Skeletal landmark data:
== == ==

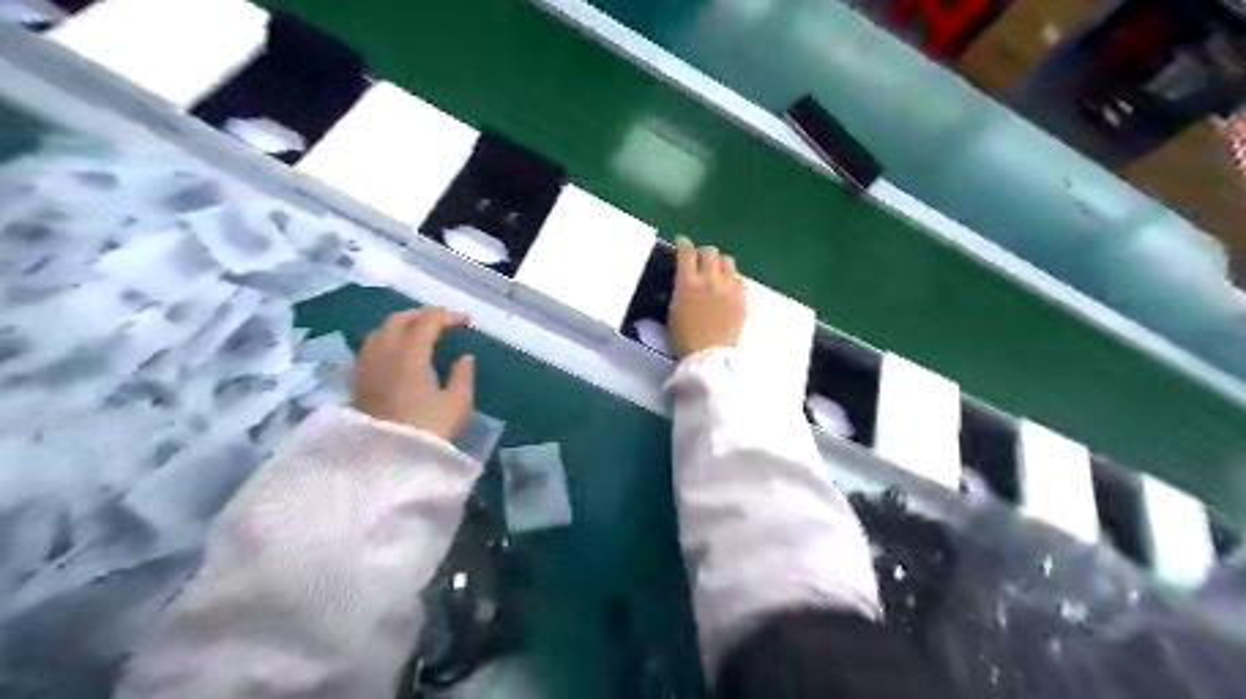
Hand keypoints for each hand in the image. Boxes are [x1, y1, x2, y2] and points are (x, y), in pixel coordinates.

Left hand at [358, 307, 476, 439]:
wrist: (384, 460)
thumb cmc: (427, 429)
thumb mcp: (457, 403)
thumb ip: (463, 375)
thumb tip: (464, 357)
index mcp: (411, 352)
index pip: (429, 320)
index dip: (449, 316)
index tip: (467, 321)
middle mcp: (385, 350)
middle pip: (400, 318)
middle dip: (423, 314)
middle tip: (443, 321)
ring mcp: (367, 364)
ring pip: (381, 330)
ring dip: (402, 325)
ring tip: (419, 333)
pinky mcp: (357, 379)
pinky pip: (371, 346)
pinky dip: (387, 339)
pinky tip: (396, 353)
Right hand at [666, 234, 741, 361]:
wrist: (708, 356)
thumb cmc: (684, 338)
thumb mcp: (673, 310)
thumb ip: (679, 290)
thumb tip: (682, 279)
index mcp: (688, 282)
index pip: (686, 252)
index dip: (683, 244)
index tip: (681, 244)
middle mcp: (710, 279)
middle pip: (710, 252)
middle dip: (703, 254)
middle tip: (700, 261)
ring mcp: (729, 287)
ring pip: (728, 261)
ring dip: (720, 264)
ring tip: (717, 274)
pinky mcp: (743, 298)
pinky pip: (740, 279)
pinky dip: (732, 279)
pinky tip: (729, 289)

== == ==

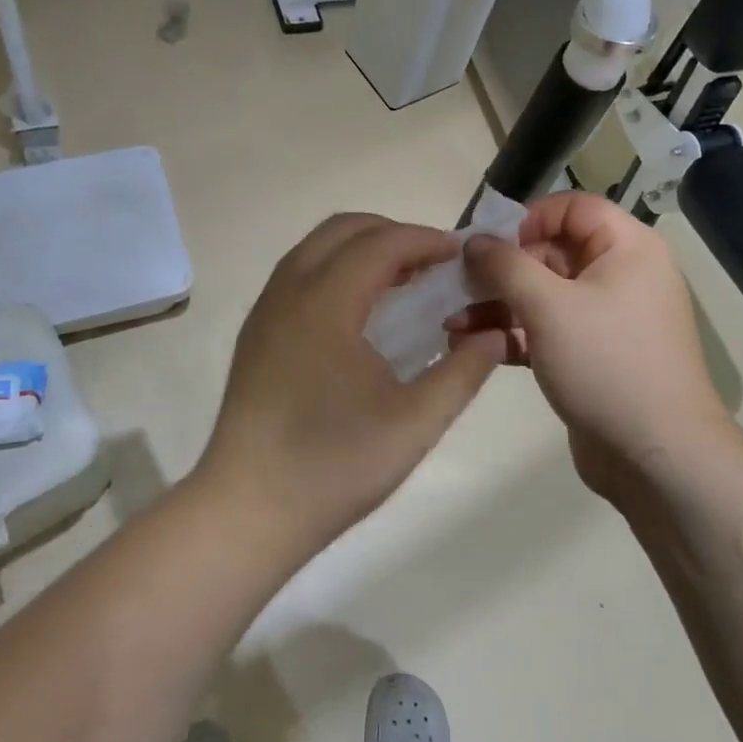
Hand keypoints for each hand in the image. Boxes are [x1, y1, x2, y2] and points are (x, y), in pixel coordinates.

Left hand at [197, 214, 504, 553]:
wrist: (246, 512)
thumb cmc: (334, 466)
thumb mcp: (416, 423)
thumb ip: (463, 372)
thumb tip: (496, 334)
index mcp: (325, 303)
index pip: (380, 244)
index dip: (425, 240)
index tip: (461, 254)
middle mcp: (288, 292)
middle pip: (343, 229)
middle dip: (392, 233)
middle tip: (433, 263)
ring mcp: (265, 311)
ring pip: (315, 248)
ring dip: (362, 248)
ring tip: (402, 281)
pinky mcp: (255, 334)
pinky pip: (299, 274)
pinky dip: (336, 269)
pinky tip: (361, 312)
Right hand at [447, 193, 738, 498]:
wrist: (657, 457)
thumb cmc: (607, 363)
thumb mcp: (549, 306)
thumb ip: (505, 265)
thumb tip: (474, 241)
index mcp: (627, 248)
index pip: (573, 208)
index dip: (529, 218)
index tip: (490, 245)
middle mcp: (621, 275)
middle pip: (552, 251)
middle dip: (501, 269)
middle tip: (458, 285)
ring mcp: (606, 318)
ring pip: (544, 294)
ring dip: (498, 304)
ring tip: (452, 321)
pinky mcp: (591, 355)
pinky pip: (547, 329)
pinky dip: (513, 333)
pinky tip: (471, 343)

== == ==

Task to carry out — Reproduce, character for character, only the lines of the preceding data that start at the line with "middle dip: (501, 269)" and end at the line with "pinky tip: (471, 343)", both included.

Solution to the exercise —
middle dip: (501, 269)
middle tip: (458, 285)
ring mcp: (606, 318)
ring pip: (544, 294)
ring dip: (498, 304)
ring tip: (452, 321)
pinky mcp: (591, 355)
pinky pip: (547, 329)
pinky dip: (513, 333)
pinky tip: (471, 343)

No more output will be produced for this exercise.